• **Try it**:
Determine how many lines of the entries contain "Left". Reply with that number alone.

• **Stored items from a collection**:
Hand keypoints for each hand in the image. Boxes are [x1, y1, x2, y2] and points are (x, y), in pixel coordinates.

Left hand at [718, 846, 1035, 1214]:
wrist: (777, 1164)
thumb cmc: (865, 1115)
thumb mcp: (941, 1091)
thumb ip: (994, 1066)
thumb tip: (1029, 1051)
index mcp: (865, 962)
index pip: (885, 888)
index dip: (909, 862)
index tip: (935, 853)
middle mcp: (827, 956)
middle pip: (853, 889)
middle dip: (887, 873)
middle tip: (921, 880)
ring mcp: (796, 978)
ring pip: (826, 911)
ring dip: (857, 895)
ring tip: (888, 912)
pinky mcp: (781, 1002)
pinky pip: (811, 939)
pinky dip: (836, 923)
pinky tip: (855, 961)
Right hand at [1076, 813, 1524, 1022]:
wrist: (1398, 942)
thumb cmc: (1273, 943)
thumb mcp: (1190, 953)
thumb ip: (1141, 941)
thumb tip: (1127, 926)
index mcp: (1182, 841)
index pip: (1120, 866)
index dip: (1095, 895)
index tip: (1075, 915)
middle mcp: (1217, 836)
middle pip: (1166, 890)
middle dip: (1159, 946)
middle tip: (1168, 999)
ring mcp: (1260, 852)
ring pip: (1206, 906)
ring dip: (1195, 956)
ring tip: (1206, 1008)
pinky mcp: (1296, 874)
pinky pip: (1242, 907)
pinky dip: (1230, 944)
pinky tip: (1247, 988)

* * *

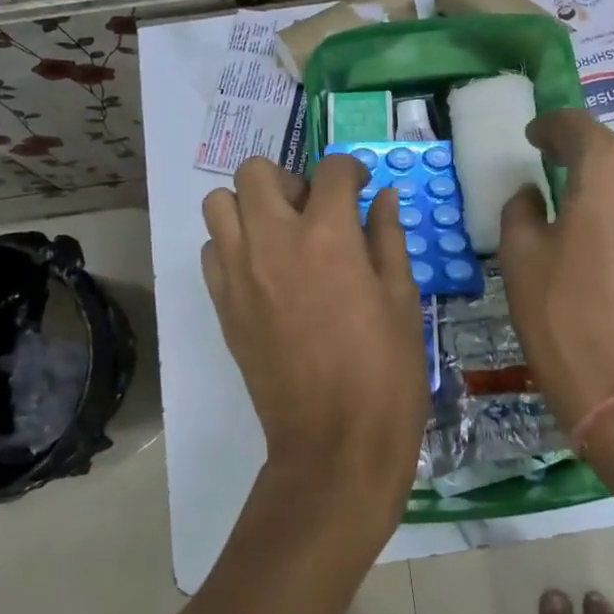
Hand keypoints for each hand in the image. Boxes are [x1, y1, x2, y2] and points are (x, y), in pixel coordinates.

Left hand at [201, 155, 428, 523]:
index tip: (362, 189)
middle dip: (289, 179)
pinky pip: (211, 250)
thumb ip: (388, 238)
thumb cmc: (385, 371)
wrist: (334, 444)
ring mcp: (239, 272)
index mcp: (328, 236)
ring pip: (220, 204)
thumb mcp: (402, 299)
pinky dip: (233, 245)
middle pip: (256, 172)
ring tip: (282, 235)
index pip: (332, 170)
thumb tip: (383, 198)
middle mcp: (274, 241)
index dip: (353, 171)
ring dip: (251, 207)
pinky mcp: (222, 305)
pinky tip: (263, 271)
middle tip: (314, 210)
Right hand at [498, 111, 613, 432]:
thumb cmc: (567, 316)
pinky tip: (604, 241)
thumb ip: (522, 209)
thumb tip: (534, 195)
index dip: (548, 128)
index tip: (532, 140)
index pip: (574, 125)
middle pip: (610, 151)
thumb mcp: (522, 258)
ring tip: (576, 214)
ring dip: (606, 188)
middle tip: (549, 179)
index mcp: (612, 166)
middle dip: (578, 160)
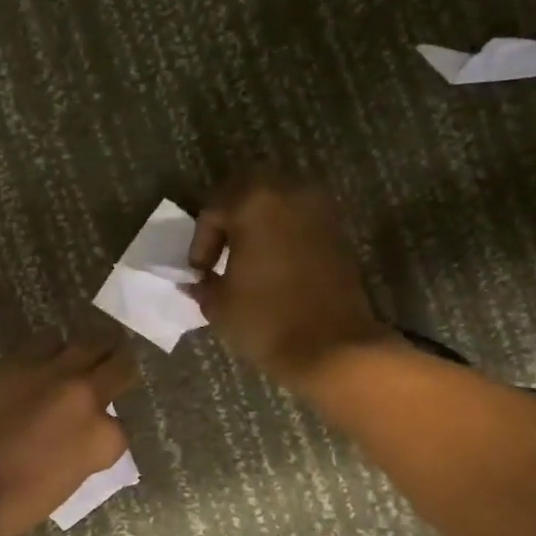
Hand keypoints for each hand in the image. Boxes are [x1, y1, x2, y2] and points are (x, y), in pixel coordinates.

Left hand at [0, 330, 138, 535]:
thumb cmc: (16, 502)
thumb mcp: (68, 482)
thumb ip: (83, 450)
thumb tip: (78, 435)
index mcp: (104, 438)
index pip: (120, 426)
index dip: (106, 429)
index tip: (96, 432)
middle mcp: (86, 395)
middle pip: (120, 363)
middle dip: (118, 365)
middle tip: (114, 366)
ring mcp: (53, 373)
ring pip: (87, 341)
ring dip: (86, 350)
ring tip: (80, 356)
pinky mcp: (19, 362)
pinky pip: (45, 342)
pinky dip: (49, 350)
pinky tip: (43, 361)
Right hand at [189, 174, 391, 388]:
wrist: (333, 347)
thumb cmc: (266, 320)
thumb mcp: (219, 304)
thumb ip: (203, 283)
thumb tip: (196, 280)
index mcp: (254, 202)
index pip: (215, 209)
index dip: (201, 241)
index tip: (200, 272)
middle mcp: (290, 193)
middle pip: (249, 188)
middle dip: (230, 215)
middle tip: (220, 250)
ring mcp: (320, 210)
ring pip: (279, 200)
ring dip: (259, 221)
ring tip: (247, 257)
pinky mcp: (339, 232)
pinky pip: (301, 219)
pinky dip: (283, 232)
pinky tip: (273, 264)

* * *

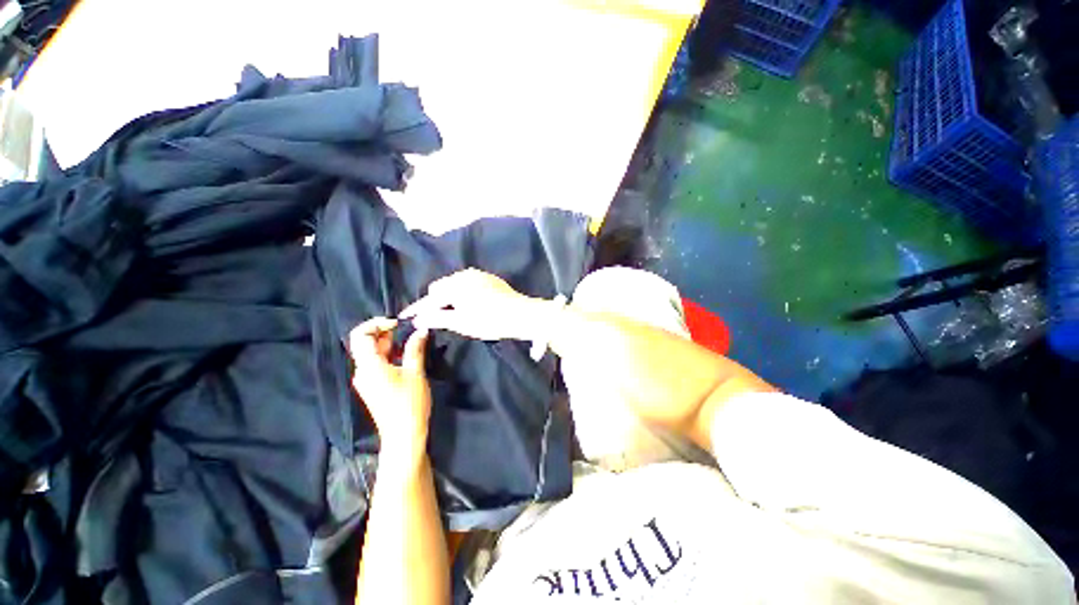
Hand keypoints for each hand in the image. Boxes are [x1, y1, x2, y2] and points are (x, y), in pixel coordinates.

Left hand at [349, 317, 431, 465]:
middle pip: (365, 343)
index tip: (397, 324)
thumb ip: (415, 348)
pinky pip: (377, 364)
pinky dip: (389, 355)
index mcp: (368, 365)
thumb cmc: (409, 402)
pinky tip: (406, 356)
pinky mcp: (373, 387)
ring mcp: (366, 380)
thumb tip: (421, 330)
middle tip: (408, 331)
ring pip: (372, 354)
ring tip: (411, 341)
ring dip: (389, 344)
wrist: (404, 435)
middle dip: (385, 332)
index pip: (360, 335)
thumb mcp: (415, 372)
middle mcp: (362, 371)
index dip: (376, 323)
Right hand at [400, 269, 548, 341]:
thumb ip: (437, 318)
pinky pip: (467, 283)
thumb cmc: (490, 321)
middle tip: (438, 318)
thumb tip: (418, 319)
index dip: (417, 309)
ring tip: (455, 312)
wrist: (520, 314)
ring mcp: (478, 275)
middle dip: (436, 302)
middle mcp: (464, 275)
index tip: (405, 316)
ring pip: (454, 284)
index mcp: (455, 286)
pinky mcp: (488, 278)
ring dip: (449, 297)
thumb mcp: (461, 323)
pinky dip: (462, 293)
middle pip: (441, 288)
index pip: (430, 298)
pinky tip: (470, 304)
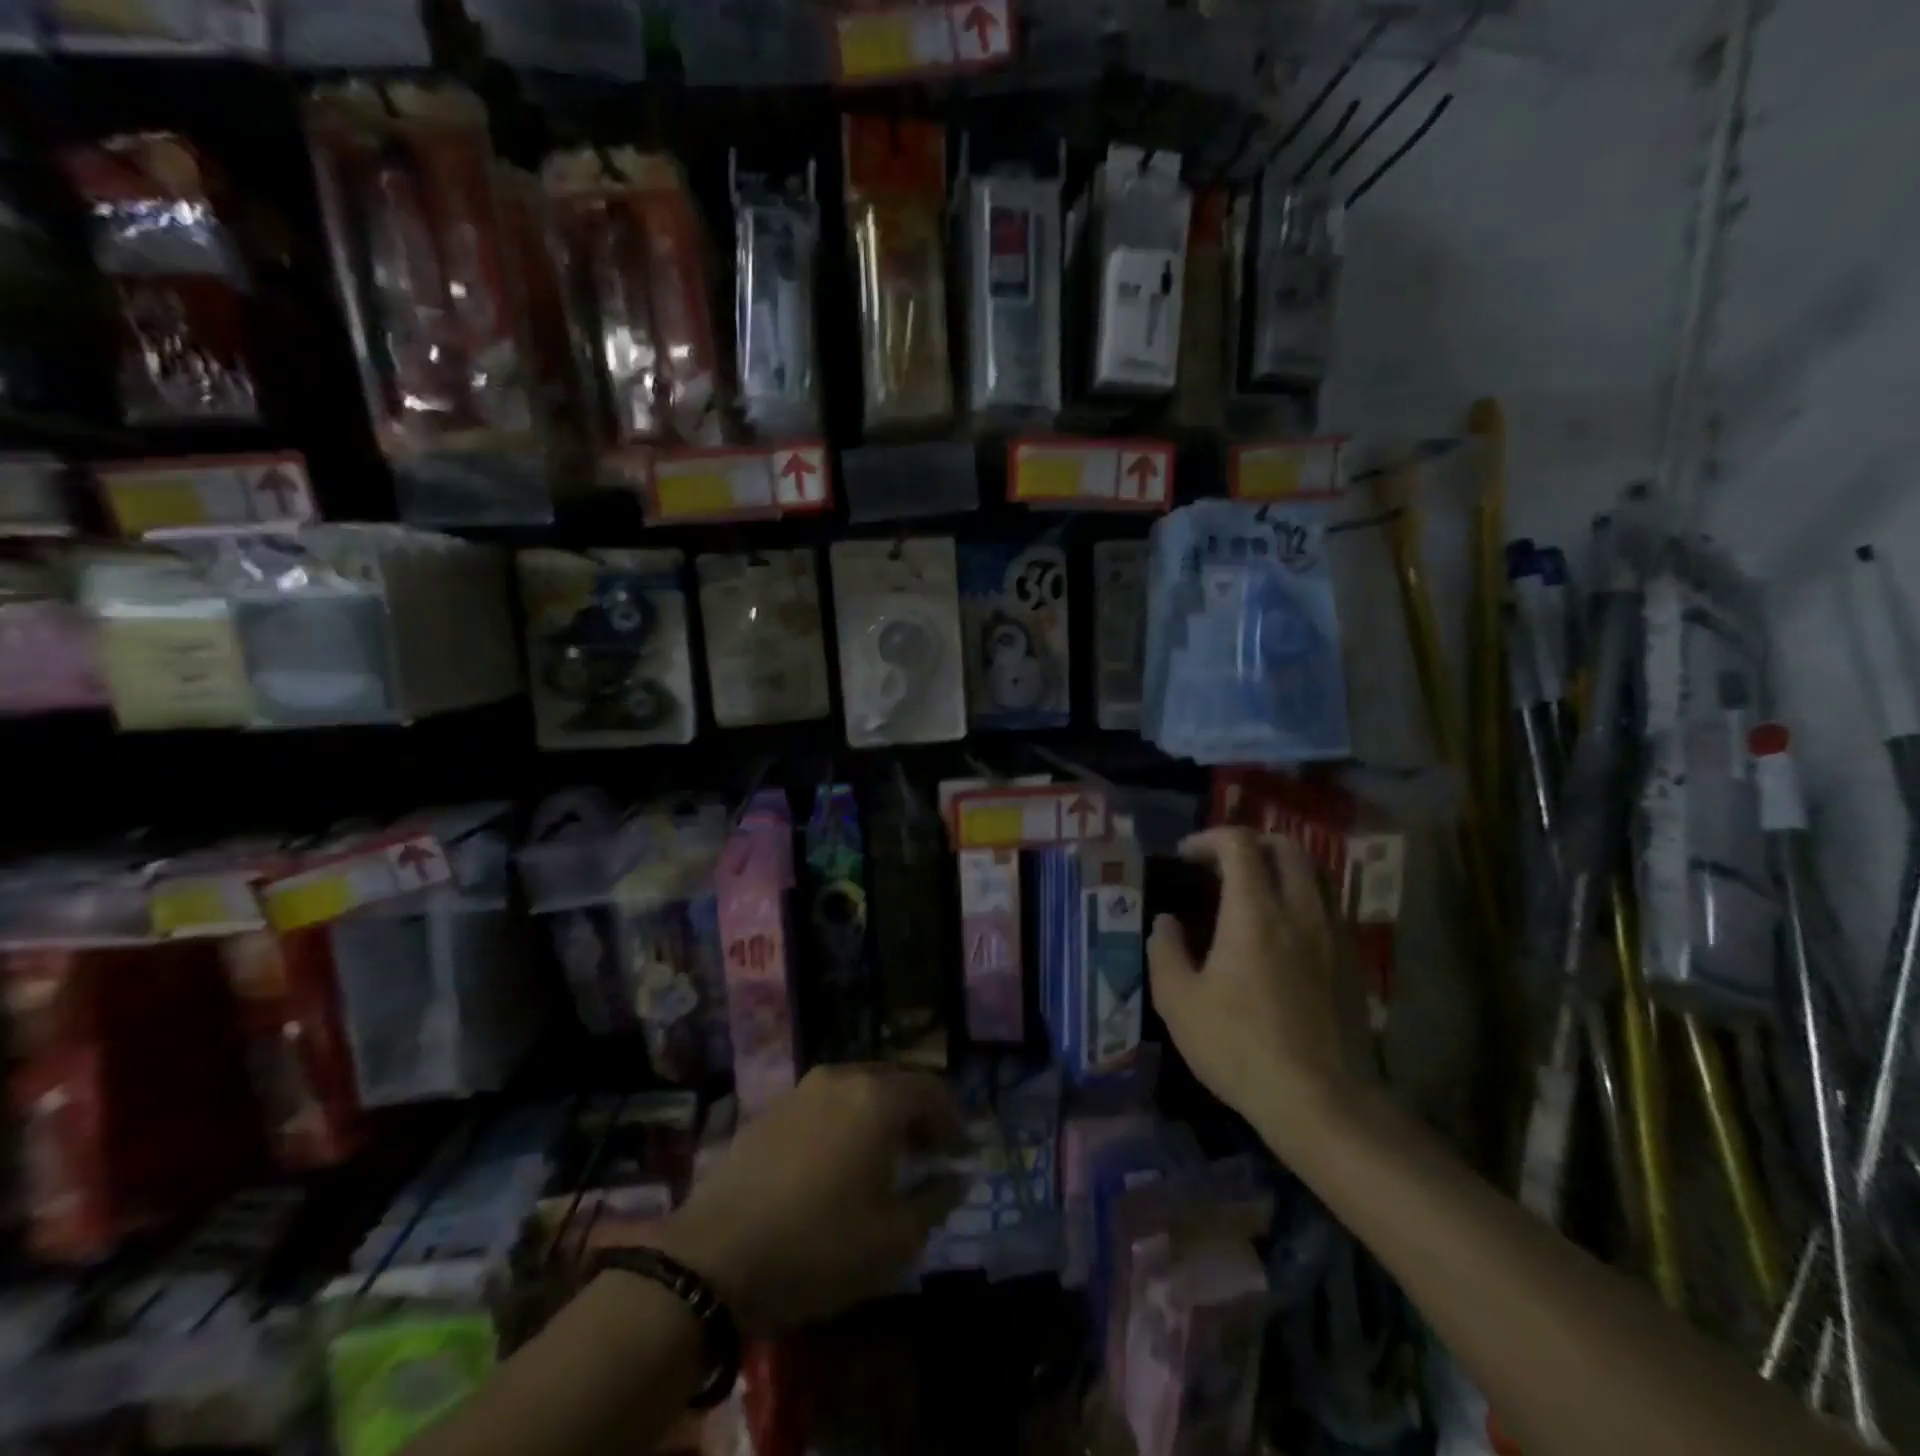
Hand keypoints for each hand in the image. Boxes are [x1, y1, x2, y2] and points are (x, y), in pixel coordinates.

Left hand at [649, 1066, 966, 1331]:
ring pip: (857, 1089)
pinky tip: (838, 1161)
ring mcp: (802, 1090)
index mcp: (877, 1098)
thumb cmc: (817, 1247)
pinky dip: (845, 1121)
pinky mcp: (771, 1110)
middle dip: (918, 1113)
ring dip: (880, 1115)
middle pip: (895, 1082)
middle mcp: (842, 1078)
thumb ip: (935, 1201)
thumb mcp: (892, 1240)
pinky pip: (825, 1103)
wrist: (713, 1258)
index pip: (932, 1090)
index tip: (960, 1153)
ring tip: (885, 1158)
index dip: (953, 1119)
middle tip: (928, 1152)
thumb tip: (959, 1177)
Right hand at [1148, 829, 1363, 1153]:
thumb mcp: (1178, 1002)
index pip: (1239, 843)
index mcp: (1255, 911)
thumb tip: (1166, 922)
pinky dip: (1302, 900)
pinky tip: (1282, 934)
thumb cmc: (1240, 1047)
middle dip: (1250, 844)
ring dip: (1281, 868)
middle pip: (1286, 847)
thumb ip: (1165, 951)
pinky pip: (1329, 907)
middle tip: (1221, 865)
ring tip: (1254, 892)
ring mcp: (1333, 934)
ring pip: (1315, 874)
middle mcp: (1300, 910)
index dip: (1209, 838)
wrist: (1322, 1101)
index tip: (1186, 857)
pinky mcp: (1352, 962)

• **Response**:
5